(Saved entries)

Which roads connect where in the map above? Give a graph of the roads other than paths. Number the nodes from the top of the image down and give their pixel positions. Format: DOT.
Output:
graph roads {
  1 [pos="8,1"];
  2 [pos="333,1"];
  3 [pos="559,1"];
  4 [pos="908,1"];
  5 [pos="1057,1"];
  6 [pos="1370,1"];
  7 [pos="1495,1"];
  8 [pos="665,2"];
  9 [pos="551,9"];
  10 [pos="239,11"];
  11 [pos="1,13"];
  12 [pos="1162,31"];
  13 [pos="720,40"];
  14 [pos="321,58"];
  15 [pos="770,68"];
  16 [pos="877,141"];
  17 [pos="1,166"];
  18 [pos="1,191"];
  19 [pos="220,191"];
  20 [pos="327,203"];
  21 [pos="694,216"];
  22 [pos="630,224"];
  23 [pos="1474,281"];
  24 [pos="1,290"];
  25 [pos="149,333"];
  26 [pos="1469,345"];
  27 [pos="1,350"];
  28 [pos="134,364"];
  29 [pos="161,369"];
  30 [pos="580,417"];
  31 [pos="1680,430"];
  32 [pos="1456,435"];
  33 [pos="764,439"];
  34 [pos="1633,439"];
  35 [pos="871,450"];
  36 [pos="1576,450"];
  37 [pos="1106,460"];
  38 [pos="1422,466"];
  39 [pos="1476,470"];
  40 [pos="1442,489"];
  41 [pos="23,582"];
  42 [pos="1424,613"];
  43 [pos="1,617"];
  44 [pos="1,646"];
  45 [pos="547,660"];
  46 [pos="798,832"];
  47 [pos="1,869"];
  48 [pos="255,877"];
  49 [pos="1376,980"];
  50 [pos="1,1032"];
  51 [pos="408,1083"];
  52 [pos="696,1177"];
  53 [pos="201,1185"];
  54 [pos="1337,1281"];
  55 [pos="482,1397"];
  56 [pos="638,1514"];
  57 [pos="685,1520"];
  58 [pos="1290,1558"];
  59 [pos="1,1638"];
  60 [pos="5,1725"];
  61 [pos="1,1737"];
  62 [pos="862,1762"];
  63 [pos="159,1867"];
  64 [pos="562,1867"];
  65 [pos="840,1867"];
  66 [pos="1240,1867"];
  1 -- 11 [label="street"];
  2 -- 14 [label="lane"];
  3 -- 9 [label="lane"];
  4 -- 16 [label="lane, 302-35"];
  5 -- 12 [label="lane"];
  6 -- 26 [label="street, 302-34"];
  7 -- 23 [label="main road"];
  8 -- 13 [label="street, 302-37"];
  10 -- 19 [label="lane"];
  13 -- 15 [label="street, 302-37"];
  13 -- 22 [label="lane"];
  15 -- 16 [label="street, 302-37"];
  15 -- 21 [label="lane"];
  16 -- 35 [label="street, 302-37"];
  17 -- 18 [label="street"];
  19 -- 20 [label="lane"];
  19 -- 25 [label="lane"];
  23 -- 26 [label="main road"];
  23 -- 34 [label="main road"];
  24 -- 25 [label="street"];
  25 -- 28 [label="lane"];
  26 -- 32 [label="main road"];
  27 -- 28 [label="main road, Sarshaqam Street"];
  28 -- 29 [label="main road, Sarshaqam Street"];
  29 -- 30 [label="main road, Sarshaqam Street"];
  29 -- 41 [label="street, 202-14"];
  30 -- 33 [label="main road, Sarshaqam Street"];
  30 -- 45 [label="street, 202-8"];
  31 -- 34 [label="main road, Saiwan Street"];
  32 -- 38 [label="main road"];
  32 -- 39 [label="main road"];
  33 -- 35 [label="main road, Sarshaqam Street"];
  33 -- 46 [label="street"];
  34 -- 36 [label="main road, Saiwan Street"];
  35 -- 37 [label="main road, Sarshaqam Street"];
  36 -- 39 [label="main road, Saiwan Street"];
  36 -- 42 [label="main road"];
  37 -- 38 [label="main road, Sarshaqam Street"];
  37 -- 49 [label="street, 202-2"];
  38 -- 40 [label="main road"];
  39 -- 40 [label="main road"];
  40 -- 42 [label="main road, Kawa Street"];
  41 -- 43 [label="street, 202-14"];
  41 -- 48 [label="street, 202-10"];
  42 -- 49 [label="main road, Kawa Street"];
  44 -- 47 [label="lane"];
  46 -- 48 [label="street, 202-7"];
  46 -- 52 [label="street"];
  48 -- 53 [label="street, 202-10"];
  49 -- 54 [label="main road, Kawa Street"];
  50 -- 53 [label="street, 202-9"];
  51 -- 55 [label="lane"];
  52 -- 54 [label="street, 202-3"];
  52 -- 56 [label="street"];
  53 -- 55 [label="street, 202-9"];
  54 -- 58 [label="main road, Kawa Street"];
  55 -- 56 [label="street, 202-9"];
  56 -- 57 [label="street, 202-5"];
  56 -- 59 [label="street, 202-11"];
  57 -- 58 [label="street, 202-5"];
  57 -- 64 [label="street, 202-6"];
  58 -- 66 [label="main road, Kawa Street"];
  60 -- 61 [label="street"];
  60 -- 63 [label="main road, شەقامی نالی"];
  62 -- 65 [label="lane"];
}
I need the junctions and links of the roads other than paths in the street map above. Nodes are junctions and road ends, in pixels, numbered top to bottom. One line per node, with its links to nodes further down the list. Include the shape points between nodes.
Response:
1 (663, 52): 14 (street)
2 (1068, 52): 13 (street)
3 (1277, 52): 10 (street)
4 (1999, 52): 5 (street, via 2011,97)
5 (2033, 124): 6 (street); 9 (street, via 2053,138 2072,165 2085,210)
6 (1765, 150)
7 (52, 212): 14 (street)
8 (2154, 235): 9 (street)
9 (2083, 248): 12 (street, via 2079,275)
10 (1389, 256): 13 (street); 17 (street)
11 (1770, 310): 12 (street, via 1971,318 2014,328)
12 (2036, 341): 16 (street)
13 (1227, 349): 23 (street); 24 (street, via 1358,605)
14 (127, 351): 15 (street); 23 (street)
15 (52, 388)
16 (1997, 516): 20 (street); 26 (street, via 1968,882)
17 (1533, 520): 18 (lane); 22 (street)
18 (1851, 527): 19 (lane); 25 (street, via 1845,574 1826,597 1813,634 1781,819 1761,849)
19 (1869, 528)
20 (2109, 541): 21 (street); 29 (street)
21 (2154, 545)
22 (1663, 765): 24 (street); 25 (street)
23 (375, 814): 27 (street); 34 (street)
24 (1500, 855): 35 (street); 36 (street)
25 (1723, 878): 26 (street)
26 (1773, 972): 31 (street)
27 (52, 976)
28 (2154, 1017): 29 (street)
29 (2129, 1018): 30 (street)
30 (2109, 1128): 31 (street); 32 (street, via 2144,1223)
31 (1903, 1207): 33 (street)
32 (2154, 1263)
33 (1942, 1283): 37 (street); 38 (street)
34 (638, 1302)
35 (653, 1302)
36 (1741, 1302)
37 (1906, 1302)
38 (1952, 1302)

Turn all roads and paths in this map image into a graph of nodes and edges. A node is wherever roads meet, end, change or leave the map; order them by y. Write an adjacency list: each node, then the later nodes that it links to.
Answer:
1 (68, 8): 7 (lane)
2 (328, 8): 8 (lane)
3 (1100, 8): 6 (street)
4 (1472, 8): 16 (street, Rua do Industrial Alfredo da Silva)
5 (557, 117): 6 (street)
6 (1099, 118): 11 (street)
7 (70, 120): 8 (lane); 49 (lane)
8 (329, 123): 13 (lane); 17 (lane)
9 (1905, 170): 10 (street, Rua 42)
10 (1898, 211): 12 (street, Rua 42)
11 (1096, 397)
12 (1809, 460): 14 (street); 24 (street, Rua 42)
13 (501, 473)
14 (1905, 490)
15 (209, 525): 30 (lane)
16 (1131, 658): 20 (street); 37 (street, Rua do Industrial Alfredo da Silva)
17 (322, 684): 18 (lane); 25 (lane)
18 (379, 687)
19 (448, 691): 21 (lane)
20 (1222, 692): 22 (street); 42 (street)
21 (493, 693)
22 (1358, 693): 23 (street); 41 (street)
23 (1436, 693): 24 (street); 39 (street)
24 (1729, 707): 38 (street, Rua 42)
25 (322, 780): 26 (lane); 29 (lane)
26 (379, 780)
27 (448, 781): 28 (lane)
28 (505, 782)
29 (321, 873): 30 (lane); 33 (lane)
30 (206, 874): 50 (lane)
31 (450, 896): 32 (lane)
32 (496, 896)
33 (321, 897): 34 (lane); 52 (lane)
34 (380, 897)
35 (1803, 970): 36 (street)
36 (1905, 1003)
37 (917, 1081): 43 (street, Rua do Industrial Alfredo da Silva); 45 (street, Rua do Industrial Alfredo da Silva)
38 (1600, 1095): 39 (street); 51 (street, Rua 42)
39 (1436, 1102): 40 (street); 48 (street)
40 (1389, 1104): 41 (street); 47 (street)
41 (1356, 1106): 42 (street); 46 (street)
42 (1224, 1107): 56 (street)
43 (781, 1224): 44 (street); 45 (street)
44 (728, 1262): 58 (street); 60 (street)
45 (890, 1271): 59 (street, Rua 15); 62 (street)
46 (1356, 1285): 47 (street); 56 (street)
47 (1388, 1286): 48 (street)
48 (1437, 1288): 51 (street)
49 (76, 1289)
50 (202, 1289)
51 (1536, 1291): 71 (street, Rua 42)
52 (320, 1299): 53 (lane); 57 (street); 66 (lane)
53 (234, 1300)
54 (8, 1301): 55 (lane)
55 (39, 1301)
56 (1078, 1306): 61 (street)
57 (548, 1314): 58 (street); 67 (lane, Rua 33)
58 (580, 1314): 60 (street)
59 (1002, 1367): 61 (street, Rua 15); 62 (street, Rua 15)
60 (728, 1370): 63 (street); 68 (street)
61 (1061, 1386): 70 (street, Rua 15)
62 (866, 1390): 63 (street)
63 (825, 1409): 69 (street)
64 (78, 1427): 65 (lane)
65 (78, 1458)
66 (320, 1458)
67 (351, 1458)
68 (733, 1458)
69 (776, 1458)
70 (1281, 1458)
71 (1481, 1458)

WORK TASK
Search the entries for the word "links" and show every line that has it.

WRITTEN ANSWER
I need the junctions and links of the roads other than paths in the street map above. Nodes are junctions and road ends, in pixels, numbered top to bottom. One line per node, with its links to nodes further down the list. Include the shape points between nodes.
Turn all roads and paths in this map image into a graph of nodes and edges. A node is wherever roads meet, end, change or leave the map; order them by y. Write an adjacency list: each node, then the later nodes that it links to.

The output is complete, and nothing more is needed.